マグネシウムは骨を形成したり、血圧や体温の調整をしたりする猫にとっては外部から摂取する必要のある、必須ミネラルとなります。

ストルバイト結石が怖いからといって、マグネシウムの摂取量を極端に減らしてしまうと、猫の健康を害してしまいます。

AAFCO(米国飼料検査官協会)によって定められている栄養基準に則ると、マグネシウムの最低摂取量は子猫で0.08%以上、成猫で0.04%以上とされており、最低量を少し上回る0.09%前後の摂取量が望ましいと言われています。

削り節に含まれるマグネシウム量は100gあたり91mgでおよそ0.09%となり丁度良いように見えますが、鰹節だけではバランスが悪く猫に必要な栄養が摂りきれないので、あくまで栄養バランスの良いキャットフードが主体の食事が大切になってきます。キャットフードには基本的に成分表の一覧にマグネシウムの含有量が載っています。

猫は一日に体重1kgに対して70~80kcal程度の食事が適量とされています。

例:体重4kgの成猫に100g/350kcal:マグネシウム含有量0.08%のキャットフードを鰹節と一緒に与える場合

キャットフードを90g(カロリー約315kcal:マグネシウム72mg)+削り節5g(カロリー約17.6kcal:マグネシウム4.6mg)=総カロリーは約332kcalでマグネシウムは食事量が95gの内76.6mgで約0.081%となります。

マグネシウム量などはキャットフードによって含まれている量が違ってきます。

健康な猫に鰹節をおやつとして与える際には、マグネシウム量が0.09%以下の物を与えるようにして、鰹節はほんの少し一つまみ程度加えるなどして、余剰なマグネシウムを摂取してしまわないよう注意してください。

ストルバイト結石等を患っている場合は鰹節を絶対に与えないようにしてください。

4-2 塩分(ナトリウム)

ナトリウムの摂りすぎは腎臓病の原因となったりしますが、マグネシウムと同様に猫にとっては欠かせない栄養素の一つ、必須ミネラルとなっています。

その働きは細胞内外の浸透圧を一定に保ったり、神経伝達に関わっていたりと非常に大切な物となっています。

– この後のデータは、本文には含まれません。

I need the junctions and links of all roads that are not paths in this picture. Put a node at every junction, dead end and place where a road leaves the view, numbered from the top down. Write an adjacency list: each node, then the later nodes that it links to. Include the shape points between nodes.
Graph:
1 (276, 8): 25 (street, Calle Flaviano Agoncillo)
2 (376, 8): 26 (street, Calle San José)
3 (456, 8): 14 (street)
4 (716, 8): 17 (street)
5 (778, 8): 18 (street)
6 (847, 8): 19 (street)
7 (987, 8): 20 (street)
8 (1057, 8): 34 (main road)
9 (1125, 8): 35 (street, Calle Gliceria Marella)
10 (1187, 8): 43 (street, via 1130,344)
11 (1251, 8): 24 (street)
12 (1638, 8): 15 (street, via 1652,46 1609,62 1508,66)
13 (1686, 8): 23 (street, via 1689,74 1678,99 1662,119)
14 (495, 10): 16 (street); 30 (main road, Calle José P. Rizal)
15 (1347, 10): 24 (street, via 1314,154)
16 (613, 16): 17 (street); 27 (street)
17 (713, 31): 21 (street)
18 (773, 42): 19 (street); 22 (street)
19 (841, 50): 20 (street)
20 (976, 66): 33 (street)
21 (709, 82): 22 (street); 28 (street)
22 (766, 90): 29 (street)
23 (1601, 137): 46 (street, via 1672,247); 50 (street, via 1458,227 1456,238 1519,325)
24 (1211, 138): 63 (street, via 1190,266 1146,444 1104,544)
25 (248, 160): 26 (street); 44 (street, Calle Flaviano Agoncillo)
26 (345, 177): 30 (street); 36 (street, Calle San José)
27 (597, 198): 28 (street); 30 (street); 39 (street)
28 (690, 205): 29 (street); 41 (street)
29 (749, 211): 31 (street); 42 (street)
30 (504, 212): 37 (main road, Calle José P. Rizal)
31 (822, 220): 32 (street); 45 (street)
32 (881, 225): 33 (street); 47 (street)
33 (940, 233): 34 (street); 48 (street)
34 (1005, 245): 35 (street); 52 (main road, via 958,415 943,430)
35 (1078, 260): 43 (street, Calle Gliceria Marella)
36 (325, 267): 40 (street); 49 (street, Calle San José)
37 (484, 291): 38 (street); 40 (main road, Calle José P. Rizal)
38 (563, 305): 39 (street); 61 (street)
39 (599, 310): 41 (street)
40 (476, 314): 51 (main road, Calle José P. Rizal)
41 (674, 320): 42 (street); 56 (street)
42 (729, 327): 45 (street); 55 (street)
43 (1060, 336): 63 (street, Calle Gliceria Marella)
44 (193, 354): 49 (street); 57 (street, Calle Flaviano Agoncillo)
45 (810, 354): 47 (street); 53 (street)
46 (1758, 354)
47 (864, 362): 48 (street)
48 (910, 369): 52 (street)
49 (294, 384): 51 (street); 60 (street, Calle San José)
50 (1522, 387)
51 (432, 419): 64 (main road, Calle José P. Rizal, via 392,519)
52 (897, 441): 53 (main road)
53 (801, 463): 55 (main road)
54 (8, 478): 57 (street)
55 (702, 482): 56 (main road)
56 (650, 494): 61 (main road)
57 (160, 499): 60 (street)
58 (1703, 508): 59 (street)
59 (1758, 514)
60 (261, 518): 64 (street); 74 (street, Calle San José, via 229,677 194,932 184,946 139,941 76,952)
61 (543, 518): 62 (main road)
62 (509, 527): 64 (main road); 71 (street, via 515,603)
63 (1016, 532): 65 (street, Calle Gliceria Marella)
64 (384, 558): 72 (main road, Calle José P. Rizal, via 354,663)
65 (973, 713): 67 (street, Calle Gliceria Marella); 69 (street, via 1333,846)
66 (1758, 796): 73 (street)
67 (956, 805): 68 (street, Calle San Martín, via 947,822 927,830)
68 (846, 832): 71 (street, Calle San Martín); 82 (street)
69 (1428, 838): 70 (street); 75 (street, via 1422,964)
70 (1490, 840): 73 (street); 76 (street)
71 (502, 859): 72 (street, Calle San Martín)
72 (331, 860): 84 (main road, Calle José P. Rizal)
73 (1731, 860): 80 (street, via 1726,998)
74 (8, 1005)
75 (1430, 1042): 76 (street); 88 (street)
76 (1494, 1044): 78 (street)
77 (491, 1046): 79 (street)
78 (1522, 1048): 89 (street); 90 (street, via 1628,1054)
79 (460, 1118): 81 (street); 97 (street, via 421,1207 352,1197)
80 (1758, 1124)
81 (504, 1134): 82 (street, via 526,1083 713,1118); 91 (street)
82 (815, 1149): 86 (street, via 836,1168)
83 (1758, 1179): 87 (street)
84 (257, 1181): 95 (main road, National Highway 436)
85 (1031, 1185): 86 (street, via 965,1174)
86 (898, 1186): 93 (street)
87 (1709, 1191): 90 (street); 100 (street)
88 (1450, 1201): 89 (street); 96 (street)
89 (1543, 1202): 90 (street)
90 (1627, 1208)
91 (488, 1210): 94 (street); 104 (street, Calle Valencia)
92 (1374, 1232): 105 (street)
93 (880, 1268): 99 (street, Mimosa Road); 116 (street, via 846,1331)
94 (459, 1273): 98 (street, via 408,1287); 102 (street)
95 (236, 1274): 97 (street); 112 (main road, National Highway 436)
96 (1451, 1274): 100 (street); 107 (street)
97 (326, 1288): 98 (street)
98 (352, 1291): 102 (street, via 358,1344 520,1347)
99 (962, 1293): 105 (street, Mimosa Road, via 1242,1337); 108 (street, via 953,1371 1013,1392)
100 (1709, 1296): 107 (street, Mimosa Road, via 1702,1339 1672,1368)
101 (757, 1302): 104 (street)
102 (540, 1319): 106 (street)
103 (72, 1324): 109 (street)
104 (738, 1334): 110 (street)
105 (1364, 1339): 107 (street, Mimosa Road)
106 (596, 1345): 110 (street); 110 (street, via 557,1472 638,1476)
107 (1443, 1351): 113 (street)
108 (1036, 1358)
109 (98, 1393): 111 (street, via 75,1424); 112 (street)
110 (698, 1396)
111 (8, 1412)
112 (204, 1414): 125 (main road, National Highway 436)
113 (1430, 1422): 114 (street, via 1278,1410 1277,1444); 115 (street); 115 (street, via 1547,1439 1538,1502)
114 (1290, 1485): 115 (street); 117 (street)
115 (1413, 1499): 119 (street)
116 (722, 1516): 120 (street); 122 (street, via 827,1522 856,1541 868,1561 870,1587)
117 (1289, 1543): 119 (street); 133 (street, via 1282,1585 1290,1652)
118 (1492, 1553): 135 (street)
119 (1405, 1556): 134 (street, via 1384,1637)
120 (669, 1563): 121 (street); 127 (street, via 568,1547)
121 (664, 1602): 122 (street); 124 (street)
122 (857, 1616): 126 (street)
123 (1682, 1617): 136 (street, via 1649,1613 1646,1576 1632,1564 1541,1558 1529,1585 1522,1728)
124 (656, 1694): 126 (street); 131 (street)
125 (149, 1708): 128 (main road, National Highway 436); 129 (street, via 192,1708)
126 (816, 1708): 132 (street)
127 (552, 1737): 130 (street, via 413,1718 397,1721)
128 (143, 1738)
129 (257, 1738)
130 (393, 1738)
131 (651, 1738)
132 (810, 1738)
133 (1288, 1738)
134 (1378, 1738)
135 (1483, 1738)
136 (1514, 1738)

AAFCO(米国飼料検査官協会)によると、子猫や成猫関係なく必要とされるナトリウムの最低摂取量は0.2%とされています。

上限値は特に規定されていませんが、この0.2%を少し上回る程度のナトリウム量が望ましいでしょう。

例:先程マグネシウムで例にあげたのと同量のキャットフードと削り節を与えると考えると

総量95gの0.2%0.19=190mg 5gの削り節に含まれるナトリウム量は、100gに対して480mgなので、480×0.05=24mg、つまりキャットフード90g中に166mgのナトリウムが必要です。

成分表示は基本的に100gあたりの量で換算されていますので、

166÷90×100=184.444… つまり100gあたり最低約184mgのナトリウムが含まれているキャットフードが適切と言えるでしょう。

キャットフードは猫の健康を考えて、栄養バランスが良く作られていると思いますが、成分表示をきちんと確認して、猫に必要な最低限の栄養素は含まれているか、また鰹節をおやつとして併用する際に過剰な数値になってしまわないか、鰹節に含まれている栄養素と並行して考えることが、愛猫においしく健康的な食事を提供する上で非常に大切です。


5.まとめ

・鰹節はあくまでおやつや、付け合せとして。メインは栄養バランスのとれたキャットフードを使用してください。

・鰹節に含まれるマグネシウムやナトリウムは猫の必須ミネラルだが、過剰摂取特にマグネシウムの摂りすぎは腎不全などの重大な病気に繋がるので、一日の最低摂取量を少し上回る程度を目安として、与えすぎないように注意してください。

・鰹節を与える際は猫用の減塩タイプの物を使用してください。

・猫の体調や様子が優れない場合は、鰹節を与えないようにして絶対に個人で判断せずに、直ちに獣医師に診断してもらい、獣医師の指示に従うようにしてください。